Description
Suricata is a high-performance, open-source network threat detection engine used for intrusion detection (IDS), intrusion prevention (IPS), and network security monitoring (NSM).
It operates based on a flexible set of predefined or custom user rules. These rules determine how network traffic is inspected, logged, analyzed, and — if configured — even modified in real time.
Suricata has some “out-of-the-box” predefined rules, which could be called "passive mode" cause system just warns an administrator without any traffic changes.
It is possible to run this software on the office's gateway to “passthrough” all traffic or run onto all hosts independantly.
Before the start
Optimal hardware requirements is relative to the the LAN topology and depends of your needs. Moustly, a lot of inspected traffic needs much resources should be assigned to Suricata. In common cases at least 2 CPU cores and 4 or 8 GygaBytes of RAM is needed.
So, requirements is:
Ubuntu 20.04, on the server notless then 4Gb RAM and 2 CPU cores, permissions to do something as root or sudo-group member, system firewall enabled.
Installation process
- Firstly, you need to add 3rd-party repo into the operation system. Just authorize as superuser and execute:
add-apt-repository ppa:oisf/suricata-stable
Confirm if security warning appears
- Install maintainer's pre-built tool:
apt-get update
apt-get install suricata
- Then add new service to the autostart pool. If you've seen console output like this - startup turned on successfully:
systemctl enable suricata
One-time configuration
The Suricata utility is "covers" needs of majority users "out-of-the-box". It is working in "safe" mode, so no network packets drops, only warns. This practice is good until you dont have "deep knoweledges" in this topic.
But even default preset probably has some useful options, e.g. community flow ID
It could be useful in case needs of integrate another complexes (Elasticsearch for example) with Suricata.

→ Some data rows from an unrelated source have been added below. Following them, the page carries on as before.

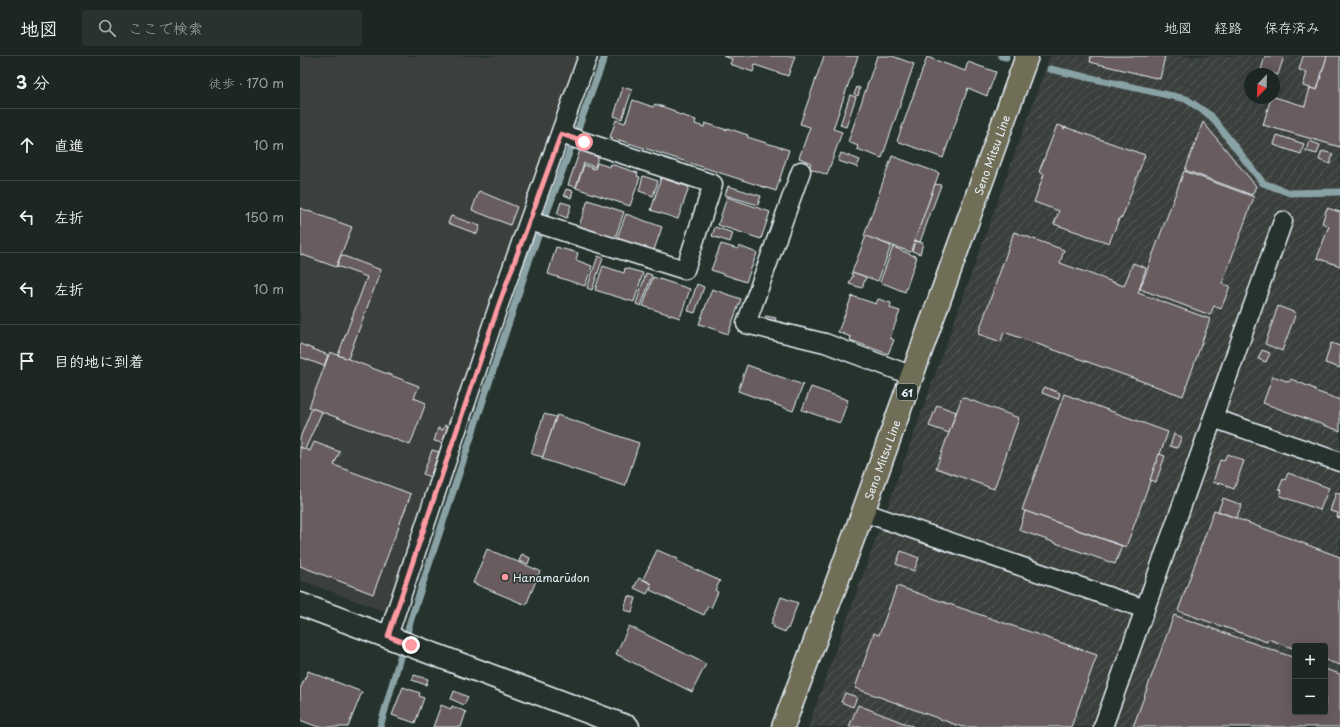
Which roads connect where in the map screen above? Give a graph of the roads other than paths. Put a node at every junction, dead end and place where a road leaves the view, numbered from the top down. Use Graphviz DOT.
graph roads {
  1 [pos="588,56"];
  2 [pos="1027,56"];
  3 [pos="564,135"];
  4 [pos="801,171"];
  5 [pos="1283,221"];
  6 [pos="539,224"];
  7 [pos="913,376"];
  8 [pos="1213,418"];
  9 [pos="1340,462"];
  10 [pos="864,512"];
  11 [pos="300,604"];
  12 [pos="1145,609"];
  13 [pos="399,640"];
  14 [pos="628,727"];
  15 [pos="783,727"];
  16 [pos="1103,727"];
  1 -- 3 [label="street"];
  2 -- 7 [label="main road, Seno Mitsu Line / 61"];
  3 -- 6 [label="street"];
  3 -- 6 [label="street"];
  4 -- 7 [label="street"];
  5 -- 8 [label="street"];
  6 -- 13 [label="street"];
  7 -- 10 [label="main road, Seno Mitsu Line / 61"];
  8 -- 9 [label="street"];
  8 -- 12 [label="street"];
  10 -- 12 [label="street"];
  10 -- 15 [label="main road, Seno Mitsu Line / 61"];
  11 -- 13 [label="street"];
  12 -- 16 [label="street"];
  13 -- 14 [label="street"];
}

Community ID could be inserted into Suricata config. Just edit "community-id:" directive, set its value to "true" in /etc/suricata/suricata.yaml config.
cd /etc/suricata/suricata.yaml
Define which network interface should we monitoring. To find network adapter with default interface you should run command like this:
ip -j -p route show default
A little description: -j option will set "output" format as JSON, -p flag will improove readability. The "main" is shown adapter is into "dev" row.

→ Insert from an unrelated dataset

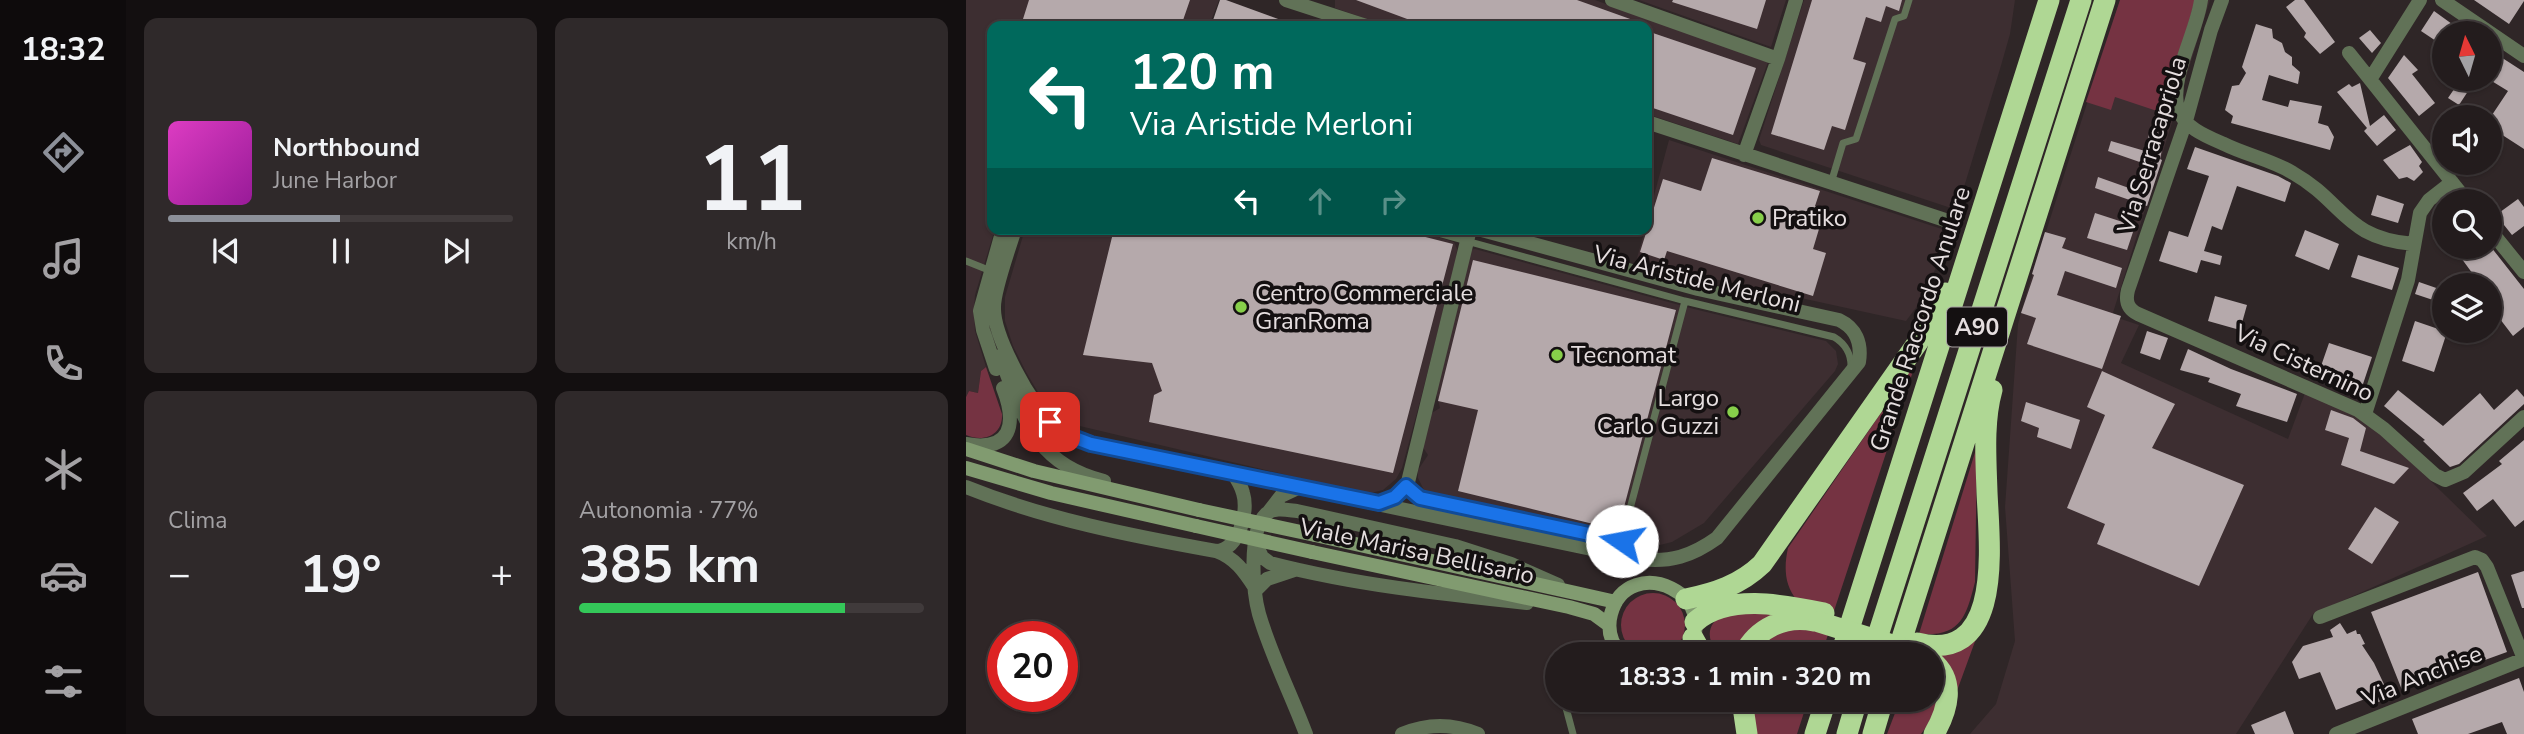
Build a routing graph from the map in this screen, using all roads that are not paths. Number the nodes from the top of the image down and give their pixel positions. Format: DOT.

To check and change an interface name please open file /etc/suricata/suricata.yaml, look for "interface" directive around the row #550. If there are multiple interfaces presented, possible to add it into the config file too.
Finally, you must re-run the service. Do
service suricata restart
Rulesets updating
To get additional rules suricata-update tool should be used. Utility can get traffic rules from a resources of non-commercial or paid providers. Also it could show sets system uses now.
suricata-update list-sources
This tool is designed to manage rulesets, enable or disable it. E.g. to install new ruleset, please execute:
suricata-update enable-source <RULESET_NAME>
Run suricata-update again to apply changes.
Checking the current settings
Good practice is checking configuration after each modify. Just execute:
suricata -T -v -c /etc/suricata/suricata.yaml # -T option is forces Suricata to work in "checking" mode, -c will set path to config file, -v option needs to print more information
Service's launching
To restart the daemon after successful config check please execute:
service suricata restart
Then look, is service really started or not
service suricata status
Testing actual rules
To check is rules really relevant to expectations or not, just install jq tool to do log more understandable and get especially file:
apt-get install jq
apt-get install curl
curl http://testmynids.org/uid/index.html
To look for alerts please do:
tail -f /var/log/suricata/fast.log
tail -f /var/log/suricata/eve.log
You will see "filterd" output from the logs sorted by alert ID:
jq 'select(.alert .signature_id==<ALERT_ID>)' /var/log/suricata/eve.json
At the end
Today, you have successfully installed and configured the Suricata network security tool on Ubuntu.
You’ve learned how to generate and use the Community Flow ID, which allows Suricata to be integrated with other tools like Elasticsearch, Kibana, or Zeek for enhanced traffic analysis and incident response.
Additionally, we explored how to inspect and adjust Suricata’s configuration settings, and tested its ability to detect and log HTTP traffic in real time.